この方の漢方薬代金 1日あたり600円(税別)(体質、症状により代金は異なります)

〇花粉症の東洋医学的な原因
花粉症の東洋医学的な原因でもっとも多くみられるのは、水滞(水の巡りの悪さ)と冷えが重なっているケースです。
外見的には色白、浮腫み易い、皮膚の水気が多いなどの特徴があります。
このような体質的傾向のある方が、冷たいもの、生野菜、果物などを摂り過ぎたり、過度に水分を摂り過ぎると花粉症状もあきらかに悪化します。健康のためにと考えて、飲みたくも無いのに無理に水分を摂り過ぎて体調を崩すのもこのタイプが多いです。

熱がこもり易く、冷えが殆ど無いタイプの方で水滞がある場合は、利水作用+清熱作用の漢方薬が合う方がいます。花粉などの刺激で粘膜の炎症が起き易い体質といえると思います。

上記以外で水気の無いタイプ、浅黒い皮膚、皮膚の乾燥が目立つタイプの花粉症の中には、解毒証体質といわれる体質の方がいます。血による滋潤作用が不足しており、それによって炎症を起こし易い体質です。
花粉の刺激と春の陽気が相まって、身体上部に炎症が起こり易くなります。
目の痒みや鼻詰まりが主症状で、鼻水も出ますが量は少なく、垂れて困るという程では無いケースが多いように思います。炎症が悪化すると副鼻腔炎に移行する事もあります。

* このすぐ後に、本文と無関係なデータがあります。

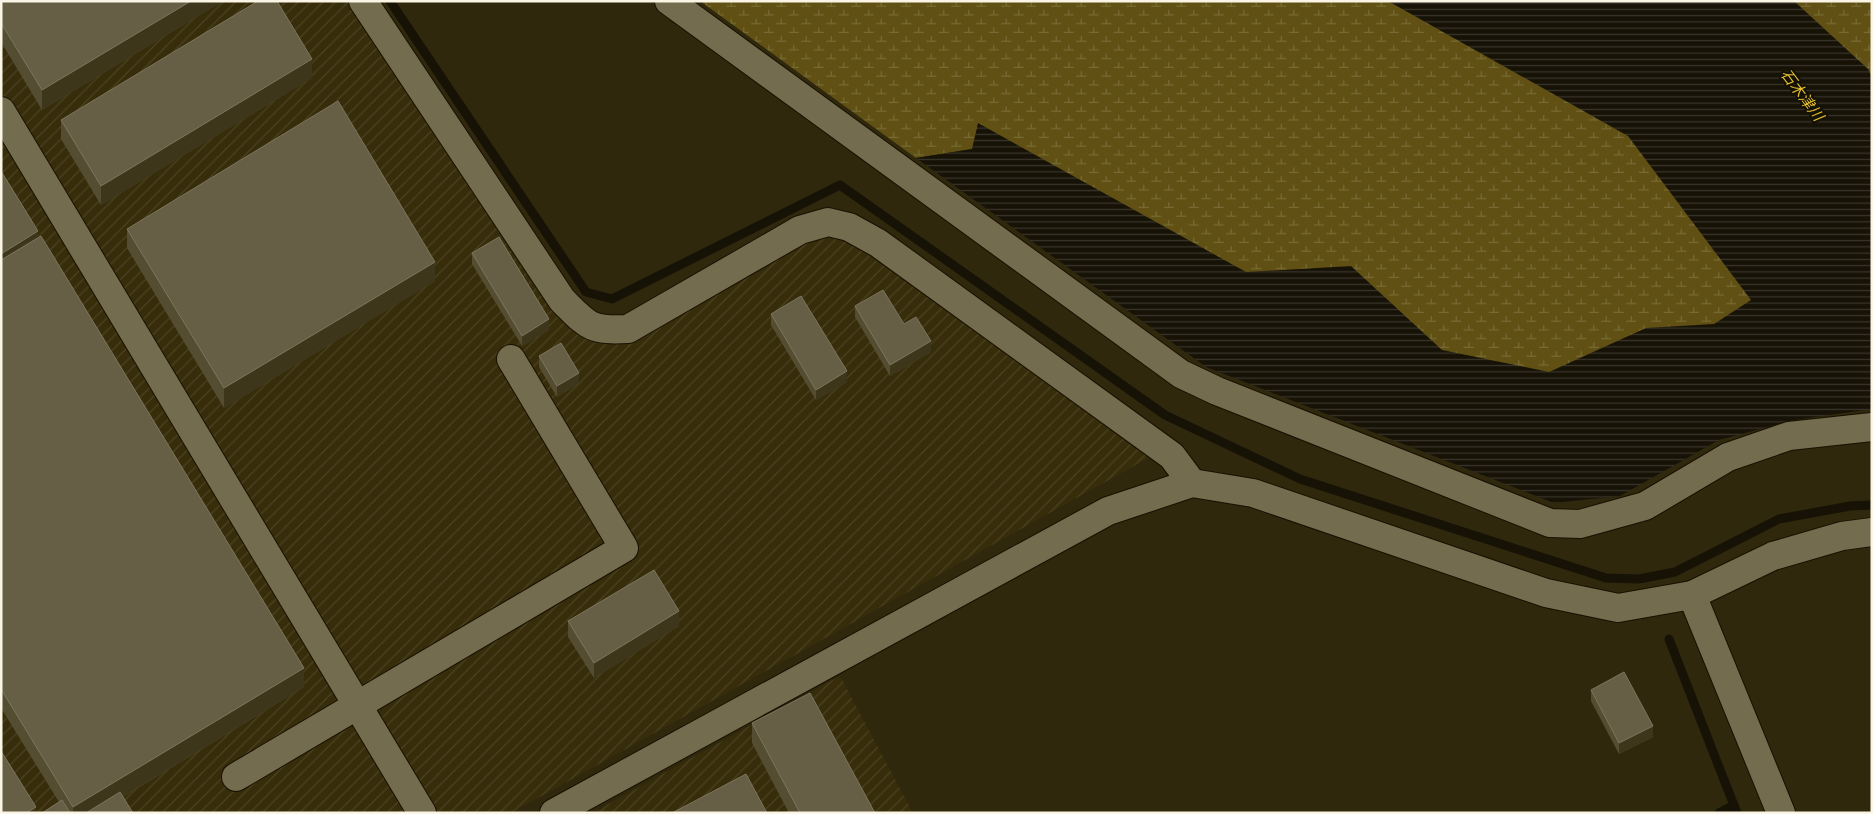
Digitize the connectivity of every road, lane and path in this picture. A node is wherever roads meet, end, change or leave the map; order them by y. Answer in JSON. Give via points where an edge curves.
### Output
{"nodes":[{"id":1,"x":363,"y":1,"type":"edge"},
{"id":2,"x":669,"y":1,"type":"edge"},
{"id":3,"x":1,"y":111,"type":"edge"},
{"id":4,"x":511,"y":359,"type":"dead end"},
{"id":5,"x":1872,"y":427,"type":"edge"},
{"id":6,"x":1192,"y":483,"type":"junction"},
{"id":7,"x":1872,"y":532,"type":"edge"},
{"id":8,"x":1692,"y":595,"type":"junction"},
{"id":9,"x":358,"y":705,"type":"junction"},
{"id":10,"x":236,"y":777,"type":"dead end"},
{"id":11,"x":1774,"y":810,"type":"edge"},
{"id":12,"x":422,"y":813,"type":"edge"},
{"id":13,"x":554,"y":813,"type":"edge"}],
"edges":[{"from":1,"to":6,"type":"street","via":[[562,300],[585,323],[601,330],[628,329],[800,230],[828,222],[849,227],[878,243],[1172,456]]},
{"from":2,"to":5,"type":"street","via":[[1181,374],[1226,395],[1550,523],[1580,524],[1645,506],[1728,457],[1789,436]]},
{"from":3,"to":9,"type":"street"},
{"from":4,"to":9,"type":"street","via":[[624,548]]},
{"from":6,"to":8,"type":"street","via":[[1252,493],[1546,592],[1618,608]]},
{"from":6,"to":13,"type":"street","via":[[1108,511]]},
{"from":7,"to":8,"type":"street","via":[[1842,536],[1773,556]]},
{"from":8,"to":11,"type":"street"},
{"from":9,"to":10,"type":"street"},
{"from":9,"to":12,"type":"street"}]}
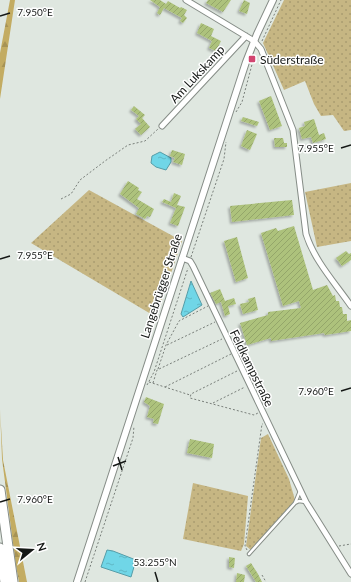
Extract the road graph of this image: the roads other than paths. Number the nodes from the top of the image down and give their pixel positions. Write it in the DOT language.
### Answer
graph roads {
  1 [pos="186,0"];
  2 [pos="273,0"];
  3 [pos="246,36"];
  4 [pos="254,41"];
  5 [pos="162,126"];
  6 [pos="182,258"];
  7 [pos="351,306"];
  8 [pos="0,490"];
  9 [pos="300,491"];
  10 [pos="306,502"];
  11 [pos="295,503"];
  12 [pos="0,548"];
  13 [pos="250,554"];
  14 [pos="11,572"];
  15 [pos="351,574"];
  16 [pos="5,582"];
  17 [pos="13,582"];
  18 [pos="16,582"];
  19 [pos="77,582"];
  1 -- 3 [label="street"];
  2 -- 4 [label="street, Langebrügger Straße"];
  3 -- 4 [label="street"];
  3 -- 5 [label="street, Am Lukskamp"];
  4 -- 6 [label="street, Langebrügger Straße"];
  4 -- 7 [label="street"];
  6 -- 9 [label="street, Feldkampstraße"];
  6 -- 19 [label="street, Langebrügger Straße"];
  8 -- 14 [label="highway"];
  9 -- 10 [label="street, Feldkampstraße"];
  9 -- 11 [label="lane"];
  10 -- 11 [label="lane"];
  10 -- 15 [label="street, Feldkampstraße"];
  11 -- 13 [label="lane"];
  12 -- 16 [label="highway"];
  14 -- 17 [label="highway"];
  14 -- 18 [label="highway"];
}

上記以外にも様々な要因が考えられます。大切なのは症状や体質的な傾向に合った漢方薬を服用する事です。

花粉の飛散量が増える時期だけの服用でも、症状を緩和する事が出来ますが、症状が落ち着いた後も一定期間、体質的な弱点の改善を目的に漢方薬の服用を続けると、体調全般に良い効果があると思います。

また生活習慣の見直しも大切です。
多くの場合は冷え+水の巡りの悪さが原因ですので、身体を冷やす冷たい飲みものや生野菜、果物の摂り過ぎは控える事が大切です。